Collected data
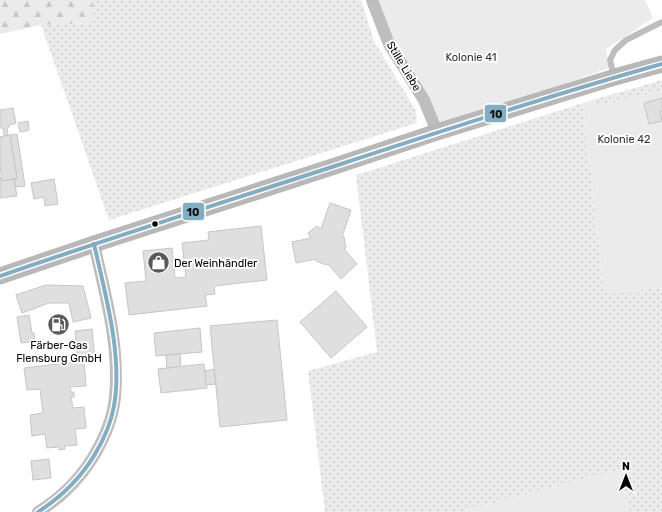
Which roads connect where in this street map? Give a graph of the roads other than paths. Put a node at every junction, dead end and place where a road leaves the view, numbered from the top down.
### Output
1 (372, 0) edge
2 (662, 22) edge
3 (662, 64) edge
4 (615, 77) junction
5 (437, 132) junction
6 (94, 244) junction
7 (0, 276) edge
8 (38, 512) edge

1 - 5 street, Stille Liebe
2 - 4 lane
3 - 4 street
4 - 5 street
5 - 6 street
6 - 7 street
6 - 8 street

### What you will do
Copy each line of the records precisely and drop any images they hold.

### Reply to the exercise
Which roads connect where in this street map? Give a graph of the roads other than paths. Put a node at every junction, dead end and place where a road leaves the view, numbered from the top down.
### Output
1 (372, 0) edge
2 (662, 22) edge
3 (662, 64) edge
4 (615, 77) junction
5 (437, 132) junction
6 (94, 244) junction
7 (0, 276) edge
8 (38, 512) edge

1 - 5 street, Stille Liebe
2 - 4 lane
3 - 4 street
4 - 5 street
5 - 6 street
6 - 7 street
6 - 8 street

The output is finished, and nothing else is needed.